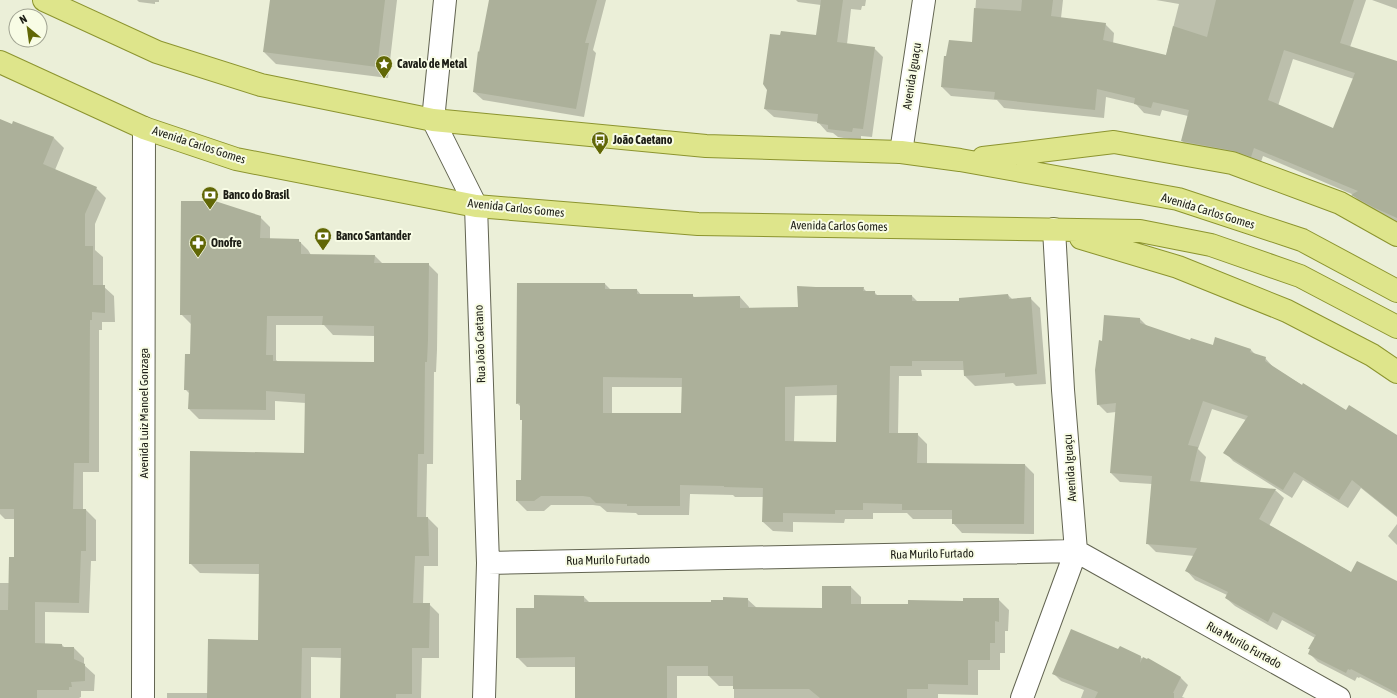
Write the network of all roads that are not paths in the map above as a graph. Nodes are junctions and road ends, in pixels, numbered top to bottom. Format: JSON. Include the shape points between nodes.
{"nodes":[{"id":1,"x":44,"y":0,"type":"edge"},
{"id":2,"x":444,"y":0,"type":"edge"},
{"id":3,"x":924,"y":0,"type":"edge"},
{"id":4,"x":0,"y":62,"type":"edge"},
{"id":5,"x":433,"y":120,"type":"junction"},
{"id":6,"x":144,"y":128,"type":"junction"},
{"id":7,"x":901,"y":152,"type":"junction"},
{"id":8,"x":960,"y":160,"type":"junction"},
{"id":9,"x":476,"y":206,"type":"junction"},
{"id":10,"x":1054,"y":230,"type":"junction"},
{"id":11,"x":1397,"y":235,"type":"edge"},
{"id":12,"x":1397,"y":291,"type":"edge"},
{"id":13,"x":1397,"y":328,"type":"edge"},
{"id":14,"x":1397,"y":372,"type":"edge"},
{"id":15,"x":1076,"y":551,"type":"junction"},
{"id":16,"x":488,"y":563,"type":"junction"},
{"id":17,"x":143,"y":698,"type":"edge"},
{"id":18,"x":484,"y":698,"type":"edge"},
{"id":19,"x":1022,"y":698,"type":"edge"},
{"id":20,"x":1339,"y":698,"type":"edge"}],
"edges":[{"from":1,"to":5,"type":"main road","name":"Avenida Carlos Gomes","via":[[157,52],[261,85]]},
{"from":2,"to":5,"type":"street"},
{"from":3,"to":7,"type":"street","name":"Avenida Iguaçu"},
{"from":4,"to":6,"type":"main road","name":"Avenida Carlos Gomes"},
{"from":5,"to":7,"type":"main road","name":"Avenida Carlos Gomes","via":[[706,146]]},
{"from":5,"to":9,"type":"street","name":"Rua João Caetano"},
{"from":6,"to":9,"type":"main road","name":"Avenida Carlos Gomes","via":[[236,159]]},
{"from":6,"to":17,"type":"street","name":"Avenida Luiz Manoel Gonzaga"},
{"from":7,"to":8,"type":"main road","name":"Avenida Carlos Gomes"},
{"from":8,"to":11,"type":"main road","name":"Avenida Carlos Gomes","via":[[1114,142],[1232,163],[1340,202]]},
{"from":8,"to":12,"type":"main road","name":"Avenida Carlos Gomes","via":[[1178,199],[1302,240]]},
{"from":9,"to":10,"type":"main road","name":"Avenida Carlos Gomes","via":[[698,224]]},
{"from":9,"to":16,"type":"street","name":"Rua João Caetano"},
{"from":10,"to":13,"type":"main road","name":"Avenida Carlos Gomes","via":[[1140,231],[1212,245],[1300,276]]},
{"from":10,"to":14,"type":"main road","name":"Avenida Carlos Gomes","via":[[1178,267],[1287,311],[1372,355]]},
{"from":10,"to":15,"type":"street","name":"Avenida Iguaçu"},
{"from":15,"to":16,"type":"street","name":"Rua Murilo Furtado"},
{"from":15,"to":19,"type":"street","name":"Avenida Iguaçu"},
{"from":15,"to":20,"type":"street","name":"Rua Murilo Furtado"},
{"from":16,"to":18,"type":"street","name":"Rua João Caetano"}]}
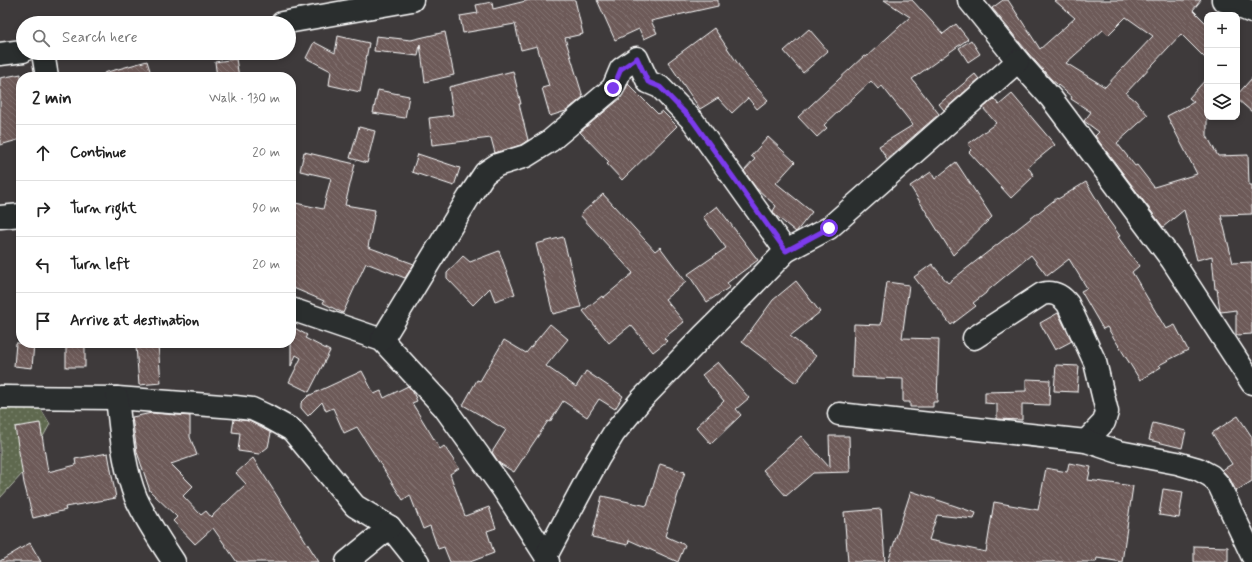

----

#### [Work order]
The entries are to be transcribed in full. Their pictures are not.

#### [Expected output]
Write the network of all roads that are not paths in the map above as a graph. Nodes are junctions and road ends, in pixels, numbered top to bottom. Format: JSON. Include the shape points between nodes.
{"nodes":[{"id":1,"x":44,"y":0,"type":"edge"},
{"id":2,"x":444,"y":0,"type":"edge"},
{"id":3,"x":924,"y":0,"type":"edge"},
{"id":4,"x":0,"y":62,"type":"edge"},
{"id":5,"x":433,"y":120,"type":"junction"},
{"id":6,"x":144,"y":128,"type":"junction"},
{"id":7,"x":901,"y":152,"type":"junction"},
{"id":8,"x":960,"y":160,"type":"junction"},
{"id":9,"x":476,"y":206,"type":"junction"},
{"id":10,"x":1054,"y":230,"type":"junction"},
{"id":11,"x":1397,"y":235,"type":"edge"},
{"id":12,"x":1397,"y":291,"type":"edge"},
{"id":13,"x":1397,"y":328,"type":"edge"},
{"id":14,"x":1397,"y":372,"type":"edge"},
{"id":15,"x":1076,"y":551,"type":"junction"},
{"id":16,"x":488,"y":563,"type":"junction"},
{"id":17,"x":143,"y":698,"type":"edge"},
{"id":18,"x":484,"y":698,"type":"edge"},
{"id":19,"x":1022,"y":698,"type":"edge"},
{"id":20,"x":1339,"y":698,"type":"edge"}],
"edges":[{"from":1,"to":5,"type":"main road","name":"Avenida Carlos Gomes","via":[[157,52],[261,85]]},
{"from":2,"to":5,"type":"street"},
{"from":3,"to":7,"type":"street","name":"Avenida Iguaçu"},
{"from":4,"to":6,"type":"main road","name":"Avenida Carlos Gomes"},
{"from":5,"to":7,"type":"main road","name":"Avenida Carlos Gomes","via":[[706,146]]},
{"from":5,"to":9,"type":"street","name":"Rua João Caetano"},
{"from":6,"to":9,"type":"main road","name":"Avenida Carlos Gomes","via":[[236,159]]},
{"from":6,"to":17,"type":"street","name":"Avenida Luiz Manoel Gonzaga"},
{"from":7,"to":8,"type":"main road","name":"Avenida Carlos Gomes"},
{"from":8,"to":11,"type":"main road","name":"Avenida Carlos Gomes","via":[[1114,142],[1232,163],[1340,202]]},
{"from":8,"to":12,"type":"main road","name":"Avenida Carlos Gomes","via":[[1178,199],[1302,240]]},
{"from":9,"to":10,"type":"main road","name":"Avenida Carlos Gomes","via":[[698,224]]},
{"from":9,"to":16,"type":"street","name":"Rua João Caetano"},
{"from":10,"to":13,"type":"main road","name":"Avenida Carlos Gomes","via":[[1140,231],[1212,245],[1300,276]]},
{"from":10,"to":14,"type":"main road","name":"Avenida Carlos Gomes","via":[[1178,267],[1287,311],[1372,355]]},
{"from":10,"to":15,"type":"street","name":"Avenida Iguaçu"},
{"from":15,"to":16,"type":"street","name":"Rua Murilo Furtado"},
{"from":15,"to":19,"type":"street","name":"Avenida Iguaçu"},
{"from":15,"to":20,"type":"street","name":"Rua Murilo Furtado"},
{"from":16,"to":18,"type":"street","name":"Rua João Caetano"}]}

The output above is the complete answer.